→ **Your goal**: Reproduce all records verbatim.

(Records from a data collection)
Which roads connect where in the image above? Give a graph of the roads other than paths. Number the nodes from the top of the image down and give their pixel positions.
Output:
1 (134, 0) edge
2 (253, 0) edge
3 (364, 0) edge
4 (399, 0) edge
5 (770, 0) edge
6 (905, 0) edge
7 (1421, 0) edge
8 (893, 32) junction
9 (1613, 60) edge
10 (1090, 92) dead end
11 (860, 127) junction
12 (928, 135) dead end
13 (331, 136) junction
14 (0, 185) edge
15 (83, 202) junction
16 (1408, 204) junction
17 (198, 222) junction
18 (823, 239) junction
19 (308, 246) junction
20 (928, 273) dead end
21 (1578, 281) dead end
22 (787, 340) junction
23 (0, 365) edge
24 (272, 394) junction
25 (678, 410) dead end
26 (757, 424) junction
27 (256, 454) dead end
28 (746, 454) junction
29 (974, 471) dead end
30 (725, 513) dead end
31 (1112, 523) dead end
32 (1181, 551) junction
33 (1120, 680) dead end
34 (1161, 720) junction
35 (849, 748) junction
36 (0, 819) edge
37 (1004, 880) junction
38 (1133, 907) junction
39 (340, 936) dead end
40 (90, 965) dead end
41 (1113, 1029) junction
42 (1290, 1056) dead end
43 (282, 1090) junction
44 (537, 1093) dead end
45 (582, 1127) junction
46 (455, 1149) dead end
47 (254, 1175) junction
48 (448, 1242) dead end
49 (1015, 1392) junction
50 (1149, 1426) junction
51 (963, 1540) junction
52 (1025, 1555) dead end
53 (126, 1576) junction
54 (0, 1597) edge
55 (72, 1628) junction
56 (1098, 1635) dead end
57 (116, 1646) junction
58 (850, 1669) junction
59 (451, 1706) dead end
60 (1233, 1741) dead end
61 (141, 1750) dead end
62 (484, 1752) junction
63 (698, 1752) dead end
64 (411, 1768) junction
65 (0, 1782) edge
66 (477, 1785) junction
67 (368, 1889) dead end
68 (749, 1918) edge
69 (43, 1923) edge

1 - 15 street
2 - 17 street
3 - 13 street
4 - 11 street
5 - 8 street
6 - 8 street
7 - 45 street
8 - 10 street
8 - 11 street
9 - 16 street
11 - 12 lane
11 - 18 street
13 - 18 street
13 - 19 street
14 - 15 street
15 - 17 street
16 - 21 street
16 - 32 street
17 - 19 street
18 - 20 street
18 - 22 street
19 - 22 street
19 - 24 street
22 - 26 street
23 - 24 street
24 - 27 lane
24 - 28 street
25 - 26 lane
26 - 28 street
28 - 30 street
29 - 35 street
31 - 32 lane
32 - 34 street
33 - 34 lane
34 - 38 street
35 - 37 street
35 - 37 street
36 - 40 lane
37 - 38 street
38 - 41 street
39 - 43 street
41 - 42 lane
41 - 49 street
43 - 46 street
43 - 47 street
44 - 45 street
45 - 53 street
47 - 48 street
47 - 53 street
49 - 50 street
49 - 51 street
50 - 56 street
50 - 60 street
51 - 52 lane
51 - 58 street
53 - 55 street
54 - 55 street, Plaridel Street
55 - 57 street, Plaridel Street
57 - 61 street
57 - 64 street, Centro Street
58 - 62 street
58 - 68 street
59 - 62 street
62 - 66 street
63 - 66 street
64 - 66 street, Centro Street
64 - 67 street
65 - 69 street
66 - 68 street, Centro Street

→ **Expected output**:
Which roads connect where in the image above? Give a graph of the roads other than paths. Number the nodes from the top of the image down and give their pixel positions.
Output:
1 (134, 0) edge
2 (253, 0) edge
3 (364, 0) edge
4 (399, 0) edge
5 (770, 0) edge
6 (905, 0) edge
7 (1421, 0) edge
8 (893, 32) junction
9 (1613, 60) edge
10 (1090, 92) dead end
11 (860, 127) junction
12 (928, 135) dead end
13 (331, 136) junction
14 (0, 185) edge
15 (83, 202) junction
16 (1408, 204) junction
17 (198, 222) junction
18 (823, 239) junction
19 (308, 246) junction
20 (928, 273) dead end
21 (1578, 281) dead end
22 (787, 340) junction
23 (0, 365) edge
24 (272, 394) junction
25 (678, 410) dead end
26 (757, 424) junction
27 (256, 454) dead end
28 (746, 454) junction
29 (974, 471) dead end
30 (725, 513) dead end
31 (1112, 523) dead end
32 (1181, 551) junction
33 (1120, 680) dead end
34 (1161, 720) junction
35 (849, 748) junction
36 (0, 819) edge
37 (1004, 880) junction
38 (1133, 907) junction
39 (340, 936) dead end
40 (90, 965) dead end
41 (1113, 1029) junction
42 (1290, 1056) dead end
43 (282, 1090) junction
44 (537, 1093) dead end
45 (582, 1127) junction
46 (455, 1149) dead end
47 (254, 1175) junction
48 (448, 1242) dead end
49 (1015, 1392) junction
50 (1149, 1426) junction
51 (963, 1540) junction
52 (1025, 1555) dead end
53 (126, 1576) junction
54 (0, 1597) edge
55 (72, 1628) junction
56 (1098, 1635) dead end
57 (116, 1646) junction
58 (850, 1669) junction
59 (451, 1706) dead end
60 (1233, 1741) dead end
61 (141, 1750) dead end
62 (484, 1752) junction
63 (698, 1752) dead end
64 (411, 1768) junction
65 (0, 1782) edge
66 (477, 1785) junction
67 (368, 1889) dead end
68 (749, 1918) edge
69 (43, 1923) edge

1 - 15 street
2 - 17 street
3 - 13 street
4 - 11 street
5 - 8 street
6 - 8 street
7 - 45 street
8 - 10 street
8 - 11 street
9 - 16 street
11 - 12 lane
11 - 18 street
13 - 18 street
13 - 19 street
14 - 15 street
15 - 17 street
16 - 21 street
16 - 32 street
17 - 19 street
18 - 20 street
18 - 22 street
19 - 22 street
19 - 24 street
22 - 26 street
23 - 24 street
24 - 27 lane
24 - 28 street
25 - 26 lane
26 - 28 street
28 - 30 street
29 - 35 street
31 - 32 lane
32 - 34 street
33 - 34 lane
34 - 38 street
35 - 37 street
35 - 37 street
36 - 40 lane
37 - 38 street
38 - 41 street
39 - 43 street
41 - 42 lane
41 - 49 street
43 - 46 street
43 - 47 street
44 - 45 street
45 - 53 street
47 - 48 street
47 - 53 street
49 - 50 street
49 - 51 street
50 - 56 street
50 - 60 street
51 - 52 lane
51 - 58 street
53 - 55 street
54 - 55 street, Plaridel Street
55 - 57 street, Plaridel Street
57 - 61 street
57 - 64 street, Centro Street
58 - 62 street
58 - 68 street
59 - 62 street
62 - 66 street
63 - 66 street
64 - 66 street, Centro Street
64 - 67 street
65 - 69 street
66 - 68 street, Centro Street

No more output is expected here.